** Input follows **

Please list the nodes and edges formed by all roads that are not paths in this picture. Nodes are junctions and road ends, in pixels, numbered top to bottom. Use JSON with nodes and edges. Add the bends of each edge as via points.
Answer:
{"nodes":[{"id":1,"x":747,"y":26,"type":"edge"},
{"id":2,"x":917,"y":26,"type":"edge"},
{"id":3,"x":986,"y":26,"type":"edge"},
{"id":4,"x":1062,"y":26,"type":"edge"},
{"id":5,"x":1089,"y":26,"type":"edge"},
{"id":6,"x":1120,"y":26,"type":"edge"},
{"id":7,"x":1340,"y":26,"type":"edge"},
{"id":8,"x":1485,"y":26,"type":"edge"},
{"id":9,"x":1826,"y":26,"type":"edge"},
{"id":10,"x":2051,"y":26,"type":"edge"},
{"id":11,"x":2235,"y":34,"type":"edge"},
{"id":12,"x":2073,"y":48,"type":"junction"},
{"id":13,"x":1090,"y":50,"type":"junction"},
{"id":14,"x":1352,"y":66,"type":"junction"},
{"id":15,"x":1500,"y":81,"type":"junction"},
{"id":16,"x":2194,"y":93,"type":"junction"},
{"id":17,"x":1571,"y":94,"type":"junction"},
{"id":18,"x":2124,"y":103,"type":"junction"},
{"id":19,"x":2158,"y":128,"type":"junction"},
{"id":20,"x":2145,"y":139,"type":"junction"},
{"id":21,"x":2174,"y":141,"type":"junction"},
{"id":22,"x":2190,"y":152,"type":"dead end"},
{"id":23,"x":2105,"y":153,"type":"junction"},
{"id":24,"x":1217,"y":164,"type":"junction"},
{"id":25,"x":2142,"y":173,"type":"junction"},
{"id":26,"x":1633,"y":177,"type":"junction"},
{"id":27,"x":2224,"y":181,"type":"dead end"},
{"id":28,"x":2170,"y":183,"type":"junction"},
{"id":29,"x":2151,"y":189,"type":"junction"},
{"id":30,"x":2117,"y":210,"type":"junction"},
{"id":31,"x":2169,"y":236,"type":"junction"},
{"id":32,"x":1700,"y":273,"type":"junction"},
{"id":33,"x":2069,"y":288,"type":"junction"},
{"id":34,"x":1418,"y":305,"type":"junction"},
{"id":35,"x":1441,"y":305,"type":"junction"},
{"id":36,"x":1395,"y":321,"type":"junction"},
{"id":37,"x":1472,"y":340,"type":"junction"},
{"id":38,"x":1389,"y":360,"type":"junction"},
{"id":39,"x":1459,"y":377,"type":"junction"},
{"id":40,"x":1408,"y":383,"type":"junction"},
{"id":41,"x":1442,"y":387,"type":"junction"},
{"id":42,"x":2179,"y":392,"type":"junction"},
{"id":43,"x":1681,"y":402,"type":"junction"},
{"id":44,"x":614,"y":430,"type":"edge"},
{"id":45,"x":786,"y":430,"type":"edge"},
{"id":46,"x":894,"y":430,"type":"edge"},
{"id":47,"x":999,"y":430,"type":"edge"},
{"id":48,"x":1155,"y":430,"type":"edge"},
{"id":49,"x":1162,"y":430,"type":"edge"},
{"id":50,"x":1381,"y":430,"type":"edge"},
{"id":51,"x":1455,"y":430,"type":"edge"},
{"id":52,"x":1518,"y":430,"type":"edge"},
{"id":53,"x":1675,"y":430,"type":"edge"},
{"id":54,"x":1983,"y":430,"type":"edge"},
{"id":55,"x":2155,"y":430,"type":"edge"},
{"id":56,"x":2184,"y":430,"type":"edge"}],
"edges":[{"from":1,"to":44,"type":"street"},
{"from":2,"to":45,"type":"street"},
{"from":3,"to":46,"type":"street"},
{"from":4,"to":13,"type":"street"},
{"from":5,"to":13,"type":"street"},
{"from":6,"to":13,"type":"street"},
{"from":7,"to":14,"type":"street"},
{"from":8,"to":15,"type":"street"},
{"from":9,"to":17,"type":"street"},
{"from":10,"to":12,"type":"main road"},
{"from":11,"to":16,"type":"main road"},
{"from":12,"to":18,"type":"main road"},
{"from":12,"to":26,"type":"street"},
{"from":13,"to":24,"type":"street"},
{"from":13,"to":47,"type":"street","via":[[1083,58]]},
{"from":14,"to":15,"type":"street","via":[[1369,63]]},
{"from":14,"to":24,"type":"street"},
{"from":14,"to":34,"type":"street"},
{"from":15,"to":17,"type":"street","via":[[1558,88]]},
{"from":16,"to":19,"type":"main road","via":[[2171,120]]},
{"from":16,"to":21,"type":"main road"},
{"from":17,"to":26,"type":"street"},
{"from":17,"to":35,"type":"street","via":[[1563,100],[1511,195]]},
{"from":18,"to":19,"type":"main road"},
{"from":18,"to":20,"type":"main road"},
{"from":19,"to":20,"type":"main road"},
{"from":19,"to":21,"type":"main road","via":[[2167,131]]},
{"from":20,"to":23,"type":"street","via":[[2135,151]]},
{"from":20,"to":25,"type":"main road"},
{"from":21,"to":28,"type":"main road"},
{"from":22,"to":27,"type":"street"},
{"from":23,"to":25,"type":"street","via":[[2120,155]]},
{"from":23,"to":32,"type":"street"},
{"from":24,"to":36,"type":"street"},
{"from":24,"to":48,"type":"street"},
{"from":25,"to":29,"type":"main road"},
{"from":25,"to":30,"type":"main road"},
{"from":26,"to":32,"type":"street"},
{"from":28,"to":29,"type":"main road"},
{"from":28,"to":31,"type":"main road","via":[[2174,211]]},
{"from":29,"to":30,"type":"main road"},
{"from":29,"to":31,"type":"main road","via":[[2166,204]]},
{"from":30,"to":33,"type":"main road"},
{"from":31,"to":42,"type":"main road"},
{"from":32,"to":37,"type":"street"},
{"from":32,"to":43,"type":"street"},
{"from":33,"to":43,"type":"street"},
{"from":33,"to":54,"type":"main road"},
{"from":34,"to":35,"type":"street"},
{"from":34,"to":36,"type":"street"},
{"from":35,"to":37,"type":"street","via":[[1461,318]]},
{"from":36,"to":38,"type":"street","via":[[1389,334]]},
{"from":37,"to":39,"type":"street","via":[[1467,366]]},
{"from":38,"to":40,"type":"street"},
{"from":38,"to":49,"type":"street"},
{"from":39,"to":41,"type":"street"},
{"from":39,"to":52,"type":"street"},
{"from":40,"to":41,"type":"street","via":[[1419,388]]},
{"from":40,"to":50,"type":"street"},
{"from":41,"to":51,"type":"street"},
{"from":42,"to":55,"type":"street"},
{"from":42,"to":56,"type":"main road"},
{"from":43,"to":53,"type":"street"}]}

** End of Input **

*Your goal*
Every line above that holds the word "edges" needs to be copied.

*Answer area*
Please list the nodes and edges formed by all roads that are not paths in this picture. Nodes are junctions and road ends, in pixels, numbered top to bottom. Use JSON with nodes and edges. Add the bends of each edge as via points.
"edges":[{"from":1,"to":44,"type":"street"},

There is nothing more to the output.